_Your objective:_ Scan the records below. List lines holding "Sunlight".

_Records provided:_

________________________________________

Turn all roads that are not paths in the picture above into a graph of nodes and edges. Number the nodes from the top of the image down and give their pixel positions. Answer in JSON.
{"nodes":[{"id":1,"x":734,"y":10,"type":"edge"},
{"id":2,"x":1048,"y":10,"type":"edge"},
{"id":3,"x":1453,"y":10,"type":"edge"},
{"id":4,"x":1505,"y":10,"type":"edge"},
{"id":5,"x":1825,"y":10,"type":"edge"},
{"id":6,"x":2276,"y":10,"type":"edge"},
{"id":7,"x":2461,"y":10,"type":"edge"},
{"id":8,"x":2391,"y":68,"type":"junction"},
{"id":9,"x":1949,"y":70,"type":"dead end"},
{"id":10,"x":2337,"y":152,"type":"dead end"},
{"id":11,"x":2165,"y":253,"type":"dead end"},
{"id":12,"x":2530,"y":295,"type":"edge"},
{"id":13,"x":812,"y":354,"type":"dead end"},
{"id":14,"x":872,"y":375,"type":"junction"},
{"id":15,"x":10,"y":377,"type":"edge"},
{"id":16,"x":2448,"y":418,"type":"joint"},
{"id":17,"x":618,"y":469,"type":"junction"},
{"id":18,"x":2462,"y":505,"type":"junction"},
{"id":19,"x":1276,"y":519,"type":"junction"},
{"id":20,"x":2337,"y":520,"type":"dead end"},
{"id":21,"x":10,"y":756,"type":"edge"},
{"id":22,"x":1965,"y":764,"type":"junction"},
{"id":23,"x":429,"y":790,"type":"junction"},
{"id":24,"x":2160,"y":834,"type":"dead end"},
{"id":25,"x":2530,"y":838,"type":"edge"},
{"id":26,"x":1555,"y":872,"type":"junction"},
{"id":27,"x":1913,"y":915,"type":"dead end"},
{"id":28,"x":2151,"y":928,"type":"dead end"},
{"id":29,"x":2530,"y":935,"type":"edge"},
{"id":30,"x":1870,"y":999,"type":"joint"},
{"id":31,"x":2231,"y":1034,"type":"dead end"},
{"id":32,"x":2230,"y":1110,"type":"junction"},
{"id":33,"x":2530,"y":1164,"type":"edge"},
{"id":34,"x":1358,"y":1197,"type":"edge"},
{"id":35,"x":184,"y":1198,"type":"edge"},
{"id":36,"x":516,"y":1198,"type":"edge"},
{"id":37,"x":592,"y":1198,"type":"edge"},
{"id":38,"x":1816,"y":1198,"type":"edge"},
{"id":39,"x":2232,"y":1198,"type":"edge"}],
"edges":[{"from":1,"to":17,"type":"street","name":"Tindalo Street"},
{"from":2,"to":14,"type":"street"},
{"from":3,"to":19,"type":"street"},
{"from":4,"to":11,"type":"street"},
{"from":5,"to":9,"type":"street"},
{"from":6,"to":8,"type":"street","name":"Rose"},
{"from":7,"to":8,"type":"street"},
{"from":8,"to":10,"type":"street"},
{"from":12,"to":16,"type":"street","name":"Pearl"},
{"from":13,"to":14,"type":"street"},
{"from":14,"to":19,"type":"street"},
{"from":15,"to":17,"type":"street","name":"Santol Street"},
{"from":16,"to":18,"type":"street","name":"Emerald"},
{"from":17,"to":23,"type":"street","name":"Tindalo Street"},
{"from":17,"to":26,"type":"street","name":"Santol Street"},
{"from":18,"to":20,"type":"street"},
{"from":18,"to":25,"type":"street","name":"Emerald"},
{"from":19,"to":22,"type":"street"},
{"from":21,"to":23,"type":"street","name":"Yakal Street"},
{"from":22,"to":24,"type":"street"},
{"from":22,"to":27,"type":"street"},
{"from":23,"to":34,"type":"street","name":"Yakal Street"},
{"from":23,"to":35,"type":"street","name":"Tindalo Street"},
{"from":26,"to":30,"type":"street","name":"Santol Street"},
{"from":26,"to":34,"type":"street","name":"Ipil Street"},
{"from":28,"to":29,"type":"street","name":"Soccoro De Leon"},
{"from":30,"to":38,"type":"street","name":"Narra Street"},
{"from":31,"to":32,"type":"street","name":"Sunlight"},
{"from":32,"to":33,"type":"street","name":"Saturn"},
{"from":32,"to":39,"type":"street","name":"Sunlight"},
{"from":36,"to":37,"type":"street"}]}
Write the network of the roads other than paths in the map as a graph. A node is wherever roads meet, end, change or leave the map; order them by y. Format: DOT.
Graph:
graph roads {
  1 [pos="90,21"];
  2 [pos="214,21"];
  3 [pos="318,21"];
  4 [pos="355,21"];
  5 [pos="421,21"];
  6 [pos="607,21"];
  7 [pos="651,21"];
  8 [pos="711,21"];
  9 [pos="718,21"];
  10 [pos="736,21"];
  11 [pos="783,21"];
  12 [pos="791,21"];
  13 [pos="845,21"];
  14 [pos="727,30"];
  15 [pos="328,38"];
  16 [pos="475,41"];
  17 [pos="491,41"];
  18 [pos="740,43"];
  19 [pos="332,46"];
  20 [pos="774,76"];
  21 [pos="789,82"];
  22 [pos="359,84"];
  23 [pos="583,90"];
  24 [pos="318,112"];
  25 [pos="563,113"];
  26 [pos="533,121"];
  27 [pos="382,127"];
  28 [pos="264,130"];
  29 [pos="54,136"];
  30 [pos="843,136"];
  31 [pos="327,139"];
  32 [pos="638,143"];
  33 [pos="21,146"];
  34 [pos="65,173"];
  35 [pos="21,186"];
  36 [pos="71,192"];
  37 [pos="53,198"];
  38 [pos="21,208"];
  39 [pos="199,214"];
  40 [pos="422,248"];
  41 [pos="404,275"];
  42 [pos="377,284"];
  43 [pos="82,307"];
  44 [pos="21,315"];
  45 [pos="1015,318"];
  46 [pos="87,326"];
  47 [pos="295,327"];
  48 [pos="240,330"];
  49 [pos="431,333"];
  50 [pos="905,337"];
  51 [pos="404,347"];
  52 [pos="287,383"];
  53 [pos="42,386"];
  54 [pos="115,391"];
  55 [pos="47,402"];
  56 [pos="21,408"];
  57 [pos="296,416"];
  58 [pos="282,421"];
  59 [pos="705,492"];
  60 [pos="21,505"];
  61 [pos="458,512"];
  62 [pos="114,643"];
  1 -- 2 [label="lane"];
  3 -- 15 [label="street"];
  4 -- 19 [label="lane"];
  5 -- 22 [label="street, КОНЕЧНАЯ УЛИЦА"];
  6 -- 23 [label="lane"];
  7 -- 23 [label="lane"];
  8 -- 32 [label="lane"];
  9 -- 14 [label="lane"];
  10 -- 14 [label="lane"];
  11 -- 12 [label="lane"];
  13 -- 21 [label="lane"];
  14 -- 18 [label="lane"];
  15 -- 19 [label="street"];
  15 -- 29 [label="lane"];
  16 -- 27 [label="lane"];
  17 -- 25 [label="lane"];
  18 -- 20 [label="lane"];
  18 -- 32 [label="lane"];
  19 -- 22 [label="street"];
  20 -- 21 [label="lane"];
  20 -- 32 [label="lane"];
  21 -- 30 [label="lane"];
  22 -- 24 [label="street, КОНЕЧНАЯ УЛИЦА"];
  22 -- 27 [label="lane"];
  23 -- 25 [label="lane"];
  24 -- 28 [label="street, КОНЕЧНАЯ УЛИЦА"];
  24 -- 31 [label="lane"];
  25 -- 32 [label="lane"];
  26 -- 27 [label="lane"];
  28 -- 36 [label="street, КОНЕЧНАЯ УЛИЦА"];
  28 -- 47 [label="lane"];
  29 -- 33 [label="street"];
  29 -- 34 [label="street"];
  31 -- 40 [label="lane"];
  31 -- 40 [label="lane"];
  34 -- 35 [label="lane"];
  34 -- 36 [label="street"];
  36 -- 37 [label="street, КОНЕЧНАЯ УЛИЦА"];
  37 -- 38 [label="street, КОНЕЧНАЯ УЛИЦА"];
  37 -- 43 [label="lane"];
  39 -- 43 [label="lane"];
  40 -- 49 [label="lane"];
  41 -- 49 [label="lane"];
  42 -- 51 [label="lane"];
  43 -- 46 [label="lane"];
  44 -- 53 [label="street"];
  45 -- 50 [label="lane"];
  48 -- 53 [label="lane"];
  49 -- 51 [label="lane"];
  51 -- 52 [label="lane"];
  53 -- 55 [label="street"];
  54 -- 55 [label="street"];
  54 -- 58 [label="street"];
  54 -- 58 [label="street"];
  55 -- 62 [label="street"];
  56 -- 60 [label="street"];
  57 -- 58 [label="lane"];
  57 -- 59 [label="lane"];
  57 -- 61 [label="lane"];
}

________________________________________

_Response for this exercise:_
{"from":31,"to":32,"type":"street","name":"Sunlight"},
{"from":32,"to":39,"type":"street","name":"Sunlight"},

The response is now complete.